= Problem to solve =
Go through the entries below and return every line that contains "lane".

----- Provided records

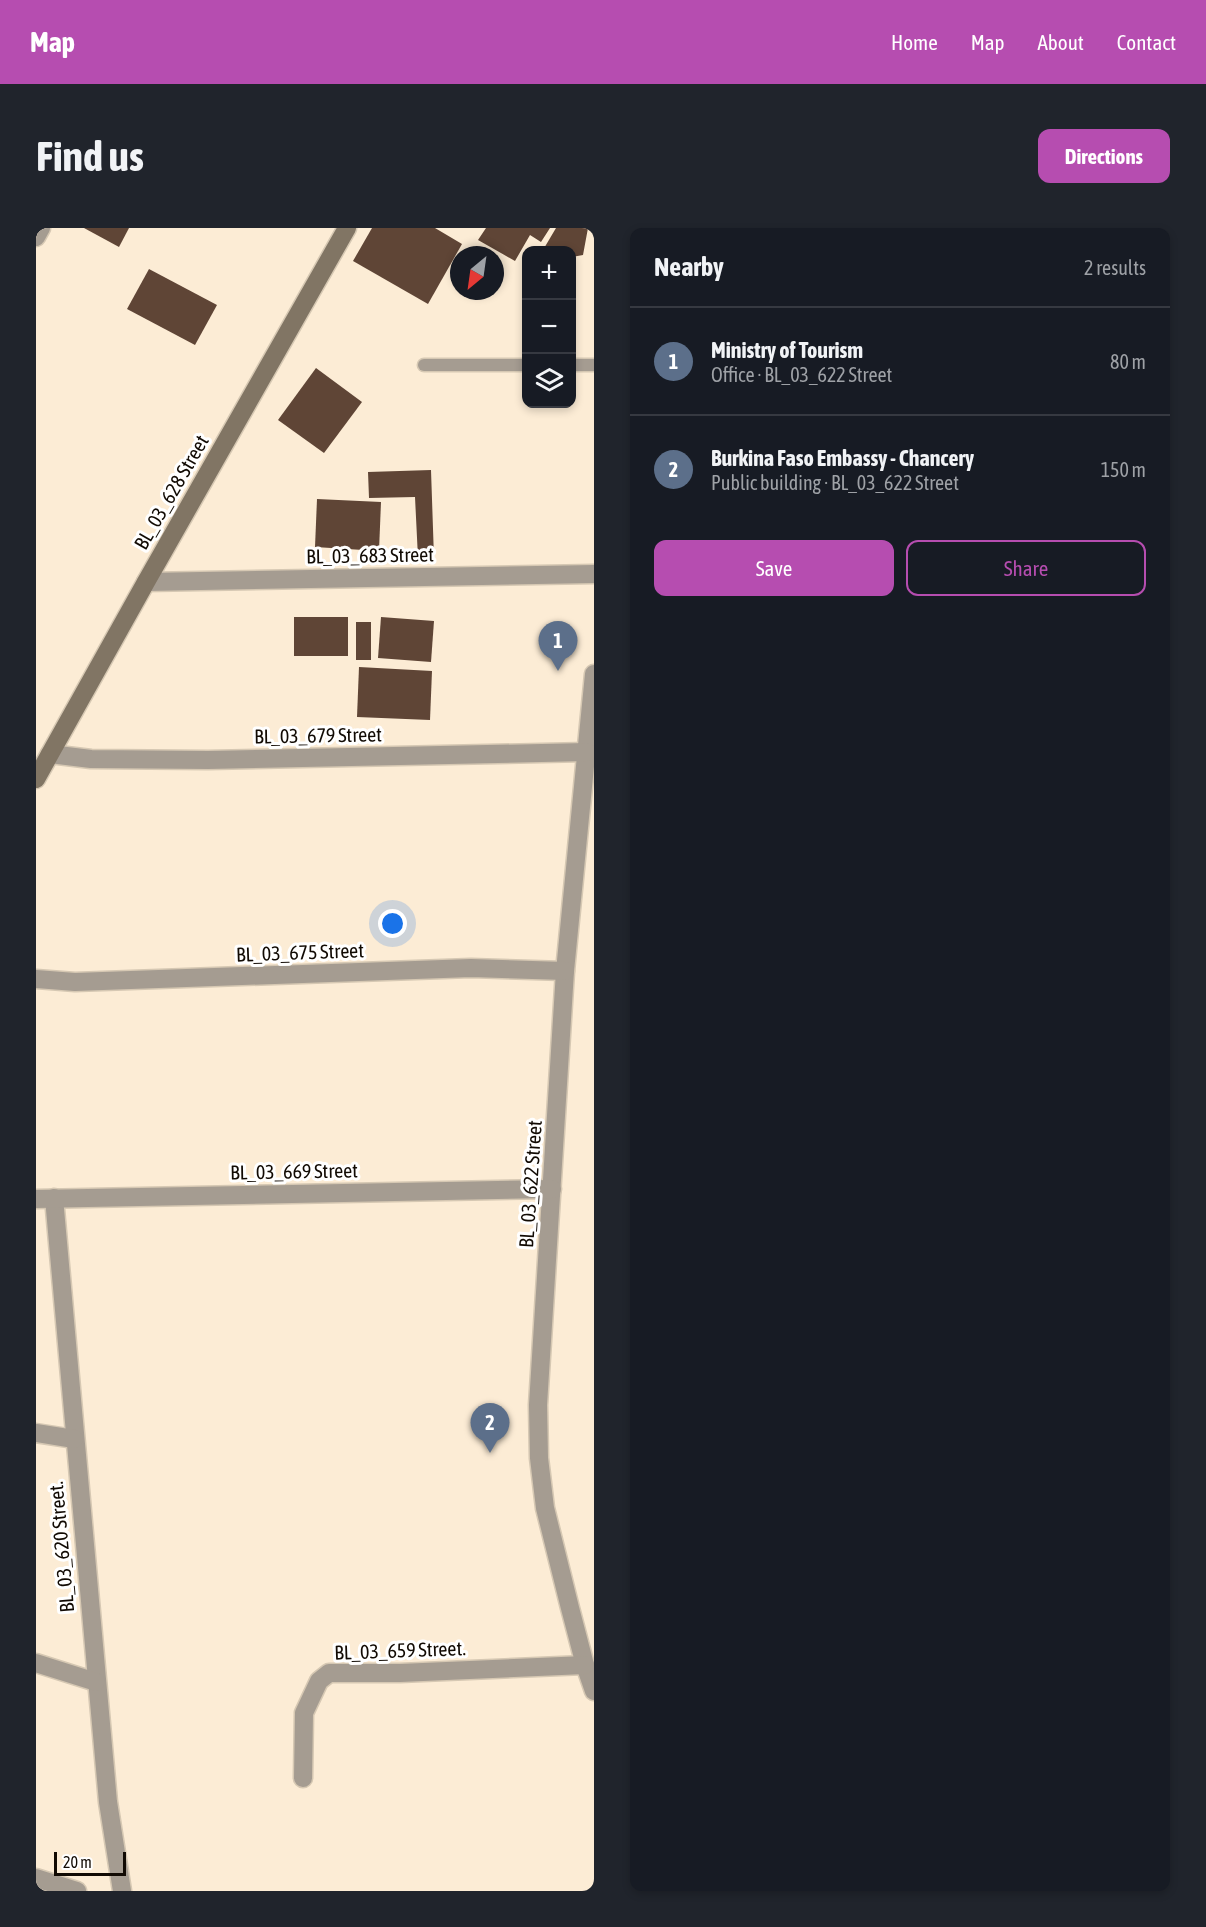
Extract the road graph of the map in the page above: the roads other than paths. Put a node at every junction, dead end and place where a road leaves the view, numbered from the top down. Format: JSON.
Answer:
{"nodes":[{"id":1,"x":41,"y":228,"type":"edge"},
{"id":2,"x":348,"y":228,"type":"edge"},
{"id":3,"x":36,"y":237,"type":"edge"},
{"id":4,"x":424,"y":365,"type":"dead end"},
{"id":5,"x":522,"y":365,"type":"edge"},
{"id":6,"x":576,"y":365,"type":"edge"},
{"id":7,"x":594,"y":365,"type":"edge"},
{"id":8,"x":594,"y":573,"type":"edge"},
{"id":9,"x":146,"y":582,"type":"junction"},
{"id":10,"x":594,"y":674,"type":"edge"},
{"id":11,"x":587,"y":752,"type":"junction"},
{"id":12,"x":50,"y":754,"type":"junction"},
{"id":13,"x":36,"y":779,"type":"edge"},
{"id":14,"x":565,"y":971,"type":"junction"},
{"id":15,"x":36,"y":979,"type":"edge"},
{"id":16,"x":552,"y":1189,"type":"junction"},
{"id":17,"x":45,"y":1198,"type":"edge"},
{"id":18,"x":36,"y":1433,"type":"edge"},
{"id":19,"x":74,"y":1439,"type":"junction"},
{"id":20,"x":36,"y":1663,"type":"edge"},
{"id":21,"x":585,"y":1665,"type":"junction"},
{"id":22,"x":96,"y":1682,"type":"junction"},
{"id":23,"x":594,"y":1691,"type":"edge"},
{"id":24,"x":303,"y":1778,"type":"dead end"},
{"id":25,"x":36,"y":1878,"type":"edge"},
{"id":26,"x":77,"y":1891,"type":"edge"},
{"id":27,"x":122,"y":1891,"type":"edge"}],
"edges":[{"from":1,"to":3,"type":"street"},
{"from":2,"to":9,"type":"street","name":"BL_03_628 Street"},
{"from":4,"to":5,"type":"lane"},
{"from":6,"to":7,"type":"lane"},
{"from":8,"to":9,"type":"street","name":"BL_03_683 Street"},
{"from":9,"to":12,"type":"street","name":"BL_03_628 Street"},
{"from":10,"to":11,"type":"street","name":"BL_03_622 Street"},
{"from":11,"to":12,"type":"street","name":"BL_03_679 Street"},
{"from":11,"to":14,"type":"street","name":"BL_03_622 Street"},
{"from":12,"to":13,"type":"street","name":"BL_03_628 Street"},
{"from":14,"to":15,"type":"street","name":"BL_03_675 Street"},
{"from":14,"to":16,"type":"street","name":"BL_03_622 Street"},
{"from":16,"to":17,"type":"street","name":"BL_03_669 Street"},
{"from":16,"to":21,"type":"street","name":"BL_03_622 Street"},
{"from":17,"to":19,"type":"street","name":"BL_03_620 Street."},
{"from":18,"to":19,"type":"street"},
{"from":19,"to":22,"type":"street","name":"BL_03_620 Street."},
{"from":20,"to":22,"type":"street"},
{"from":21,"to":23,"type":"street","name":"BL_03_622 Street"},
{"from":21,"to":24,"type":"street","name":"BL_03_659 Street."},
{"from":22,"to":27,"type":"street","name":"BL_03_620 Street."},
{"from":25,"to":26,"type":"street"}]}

----------

= Answer to the exercise =
{"from":4,"to":5,"type":"lane"},
{"from":6,"to":7,"type":"lane"},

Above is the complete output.